Information supplied:
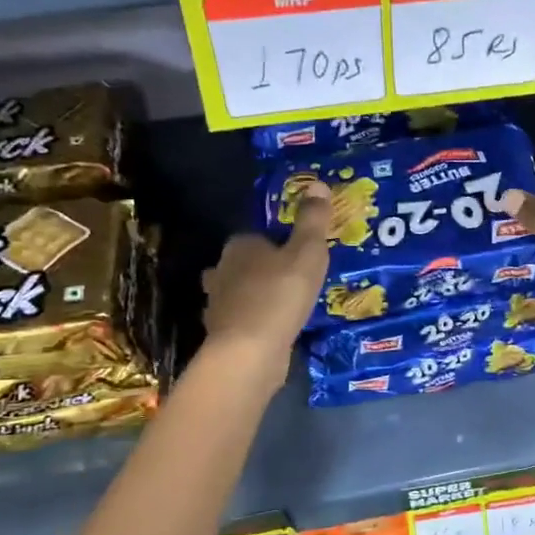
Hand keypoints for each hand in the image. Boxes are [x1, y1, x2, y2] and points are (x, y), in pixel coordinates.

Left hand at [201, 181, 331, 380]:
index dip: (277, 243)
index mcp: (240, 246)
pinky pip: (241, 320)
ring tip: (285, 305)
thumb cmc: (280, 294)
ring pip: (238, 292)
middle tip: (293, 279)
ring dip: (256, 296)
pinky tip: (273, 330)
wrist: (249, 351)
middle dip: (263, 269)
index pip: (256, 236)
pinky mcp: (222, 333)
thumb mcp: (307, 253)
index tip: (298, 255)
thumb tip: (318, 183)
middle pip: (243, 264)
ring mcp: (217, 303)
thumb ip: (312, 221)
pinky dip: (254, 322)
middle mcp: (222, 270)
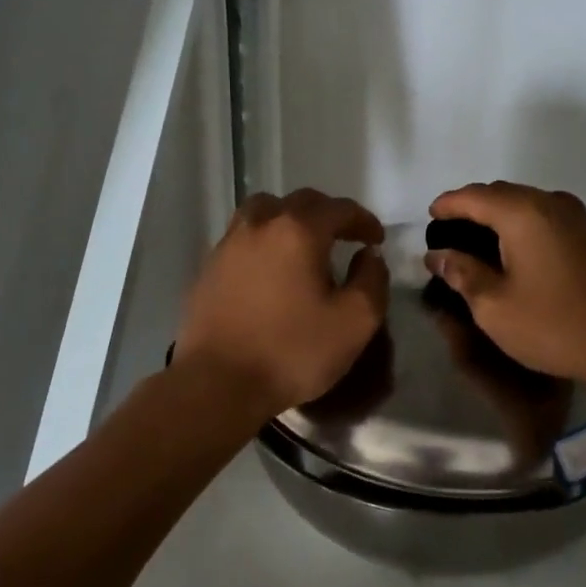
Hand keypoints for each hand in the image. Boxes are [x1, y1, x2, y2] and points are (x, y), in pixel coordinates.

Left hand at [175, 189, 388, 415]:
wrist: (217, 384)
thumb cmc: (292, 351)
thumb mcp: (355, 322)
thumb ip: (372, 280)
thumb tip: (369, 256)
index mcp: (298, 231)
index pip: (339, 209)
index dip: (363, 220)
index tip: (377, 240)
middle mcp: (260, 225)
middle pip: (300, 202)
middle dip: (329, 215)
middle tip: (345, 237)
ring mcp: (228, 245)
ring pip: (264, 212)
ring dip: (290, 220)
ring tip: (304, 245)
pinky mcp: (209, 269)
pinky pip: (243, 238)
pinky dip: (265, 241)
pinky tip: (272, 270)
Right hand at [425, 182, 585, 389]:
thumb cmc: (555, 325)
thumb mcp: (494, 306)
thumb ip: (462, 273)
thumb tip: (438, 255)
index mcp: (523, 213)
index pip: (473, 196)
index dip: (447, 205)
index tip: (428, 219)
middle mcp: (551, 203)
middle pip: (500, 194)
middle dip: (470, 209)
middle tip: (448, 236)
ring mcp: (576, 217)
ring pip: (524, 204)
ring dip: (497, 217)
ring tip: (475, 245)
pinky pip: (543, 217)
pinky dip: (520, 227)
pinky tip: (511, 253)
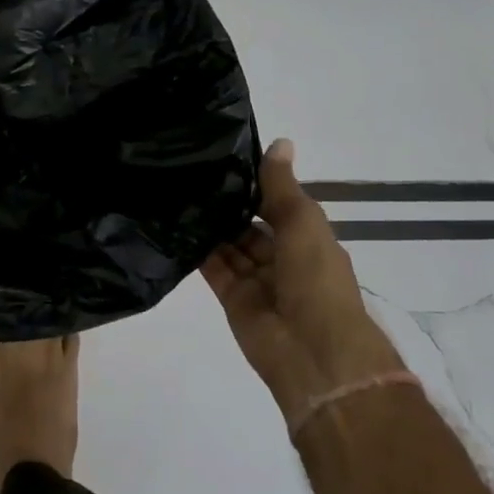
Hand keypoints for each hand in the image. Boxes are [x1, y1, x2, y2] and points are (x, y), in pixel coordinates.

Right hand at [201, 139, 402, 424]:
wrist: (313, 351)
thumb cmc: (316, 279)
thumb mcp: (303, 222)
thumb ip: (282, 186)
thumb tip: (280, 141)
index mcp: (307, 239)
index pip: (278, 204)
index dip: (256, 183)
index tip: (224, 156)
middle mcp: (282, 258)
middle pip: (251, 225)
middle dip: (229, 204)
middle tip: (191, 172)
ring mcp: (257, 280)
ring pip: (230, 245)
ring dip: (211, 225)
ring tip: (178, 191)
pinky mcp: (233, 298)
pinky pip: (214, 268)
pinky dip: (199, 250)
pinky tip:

Problem statement: From the first record above to the last, output each one exactly and omit the pictures.

Result:
Hand keypoints for each hand in the image. Boxes are [x1, y1, x2, y2] and points are (x, y), in pixel coordinates.

Left hand at [201, 181, 331, 380]:
index dip: (277, 243)
index mcp: (240, 246)
pinky pip: (241, 320)
ring tip: (285, 305)
thumb cmc: (280, 294)
ring pip: (238, 292)
middle tip: (293, 279)
ring dip: (256, 296)
pinky tip: (273, 330)
wrist: (249, 351)
middle dip: (263, 269)
index pip: (256, 236)
pinky mcp: (222, 333)
thumb mcp: (307, 253)
index tip: (298, 255)
thumb tip: (318, 183)
middle pip: (243, 264)
ring mcp: (217, 303)
thumb ip: (312, 221)
pinky dip: (254, 322)
middle mcp: (222, 270)
Hand keypoints for each hand in the image. Boxes are [x1, y1, x2, y2] and points are (x, y), in pixel coordinates.

Left hand at [175, 189, 388, 415]:
wrist: (217, 384)
thumb cmc: (292, 351)
thumb mcp: (355, 322)
thumb ip: (372, 280)
thumb tip: (369, 256)
index mcp: (298, 231)
index pip: (339, 209)
index dip: (363, 220)
index tip: (377, 240)
middle mcp: (260, 225)
middle pip: (300, 202)
middle dip: (329, 215)
middle tip: (345, 237)
ring mcp: (228, 245)
ring pip: (264, 212)
ring dip: (290, 220)
ring tip: (304, 245)
pinky mcp: (209, 269)
pinky pip: (243, 238)
pinky dip: (265, 241)
pinky tip: (272, 270)
Right hand at [425, 182, 585, 389]:
thumb cmc: (555, 325)
thumb mcp: (494, 306)
thumb ip: (462, 273)
thumb tip: (438, 255)
index mcp: (523, 213)
index pip: (473, 196)
index dip: (447, 205)
index tip: (428, 219)
middle mcp: (551, 203)
middle pip: (500, 194)
middle dip: (470, 209)
middle tip: (448, 236)
ring mcp: (576, 217)
ring pip: (524, 204)
ring dip: (497, 217)
ring tip: (475, 245)
pinky pip: (543, 217)
pinky dip: (520, 227)
pinky tip: (511, 253)
Hand keypoints for each hand in the image. Boxes are [x1, y1, x2, y2] and points are (x, y), in pixel coordinates.

Right hand at [201, 139, 402, 424]:
wrist: (313, 351)
thumb cmc: (316, 279)
thumb mcp: (303, 222)
thumb ip: (282, 186)
thumb tip: (280, 141)
index mcp: (307, 239)
index pip: (278, 204)
index dip: (256, 183)
index tip: (224, 156)
middle mcp: (282, 258)
middle pip: (251, 225)
middle dip: (229, 204)
middle tip: (191, 172)
ring mcp: (257, 280)
ring pip: (230, 245)
ring dip: (211, 225)
ring tip: (178, 191)
pinky mcp: (233, 298)
pinky pip: (214, 268)
pinky dip: (199, 250)
pinky tip:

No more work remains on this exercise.